[Source material]:
--- START ---

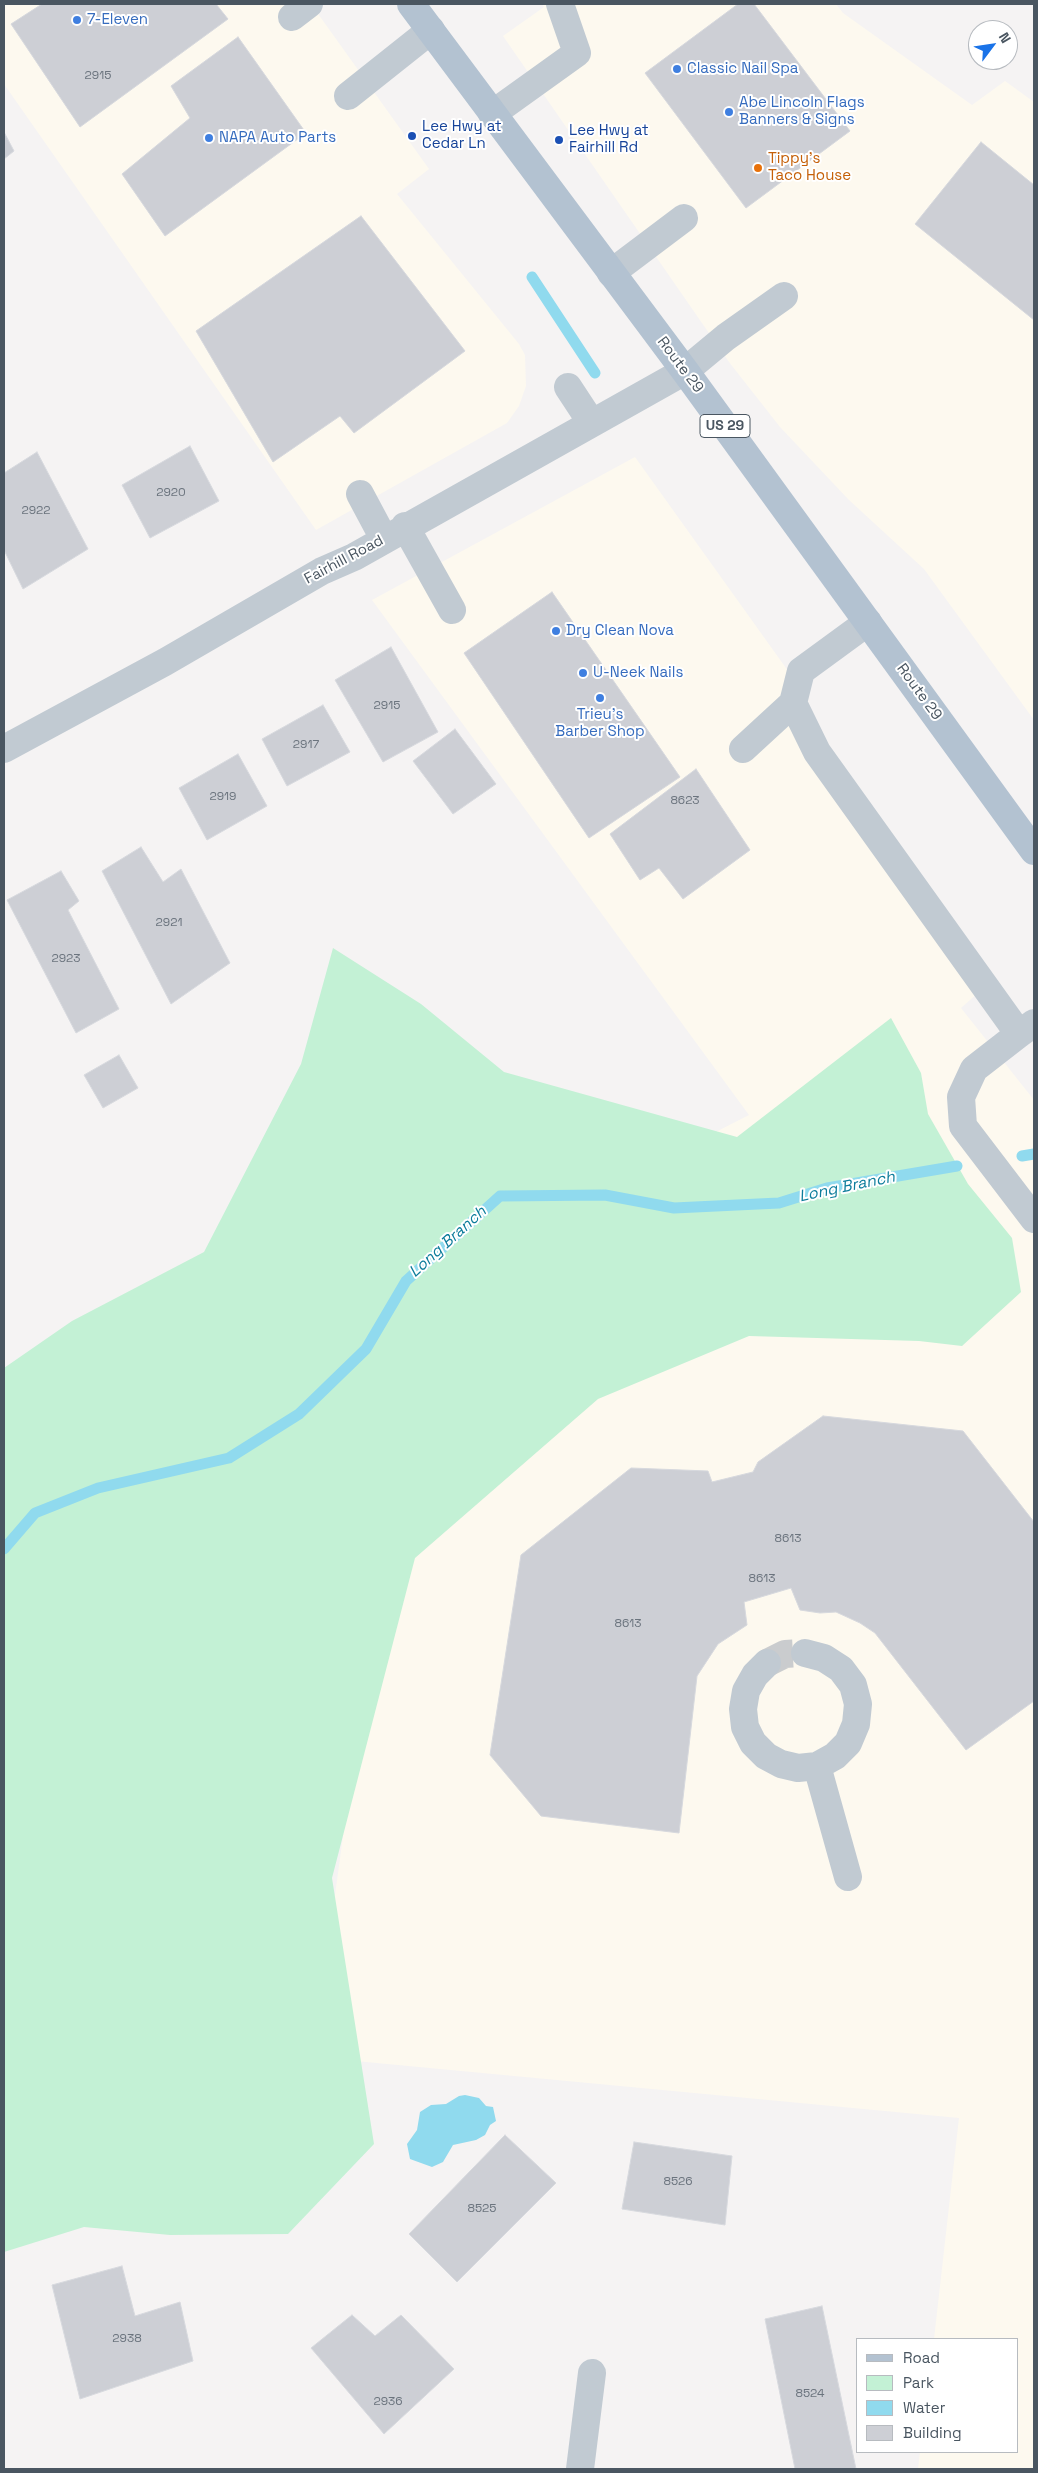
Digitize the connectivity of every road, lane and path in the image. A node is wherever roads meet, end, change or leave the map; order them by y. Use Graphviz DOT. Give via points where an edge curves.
graph roads {
  1 [pos="411,4"];
  2 [pos="560,4"];
  3 [pos="430,30"];
  4 [pos="348,96"];
  5 [pos="492,114"];
  6 [pos="684,218"];
  7 [pos="611,273"];
  8 [pos="784,296"];
  9 [pos="685,371"];
  10 [pos="568,388"];
  11 [pos="592,422"];
  12 [pos="360,494"];
  13 [pos="395,532"];
  14 [pos="452,610"];
  15 [pos="868,622"];
  16 [pos="793,703"];
  17 [pos="4,749"];
  18 [pos="743,749"];
  19 [pos="1034,851"];
  20 [pos="1027,1029"];
  21 [pos="1034,1219"];
  22 [pos="805,1652"];
  23 [pos="767,1663"];
  24 [pos="816,1766"];
  25 [pos="848,1877"];
  26 [pos="592,2373"];
  27 [pos="580,2469"];
  1 -- 3 [label="main road, Route 29 / US 29"];
  2 -- 5 [label="street" via="577,53"];
  3 -- 4 [label="street"];
  3 -- 5 [label="main road, Route 29 / US 29"];
  5 -- 7 [label="main road, Route 29 / US 29"];
  6 -- 7 [label="street"];
  7 -- 9 [label="main road, Route 29 / US 29"];
  8 -- 9 [label="street, Fairhill Road"];
  9 -- 11 [label="street, Fairhill Road"];
  9 -- 15 [label="main road, Route 29 / US 29"];
  10 -- 11 [label="street"];
  11 -- 13 [label="street, Fairhill Road"];
  12 -- 13 [label="street"];
  13 -- 14 [label="street"];
  13 -- 17 [label="street, Fairhill Road"];
  15 -- 16 [label="street" via="801,671"];
  15 -- 19 [label="main road, Route 29 / US 29"];
  16 -- 18 [label="street"];
  16 -- 20 [label="street" via="817,752"];
  20 -- 21 [label="street" via="974,1069 961,1096 963,1126"];
  22 -- 24 [label="street" via="824,1658 841,1669 853,1685 858,1704 856,1724 848,1743"];
  23 -- 24 [label="street" via="754,1676 746,1691 743,1708 745,1727 753,1743 766,1756 798,1768"];
  24 -- 25 [label="street"];
  26 -- 27 [label="street"];
}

--- END ---

[Problem]:
Within the data above, pick out all lines holding the word "Route".

[Reply]:
  1 -- 3 [label="main road, Route 29 / US 29"];
  3 -- 5 [label="main road, Route 29 / US 29"];
  5 -- 7 [label="main road, Route 29 / US 29"];
  7 -- 9 [label="main road, Route 29 / US 29"];
  9 -- 15 [label="main road, Route 29 / US 29"];
  15 -- 19 [label="main road, Route 29 / US 29"];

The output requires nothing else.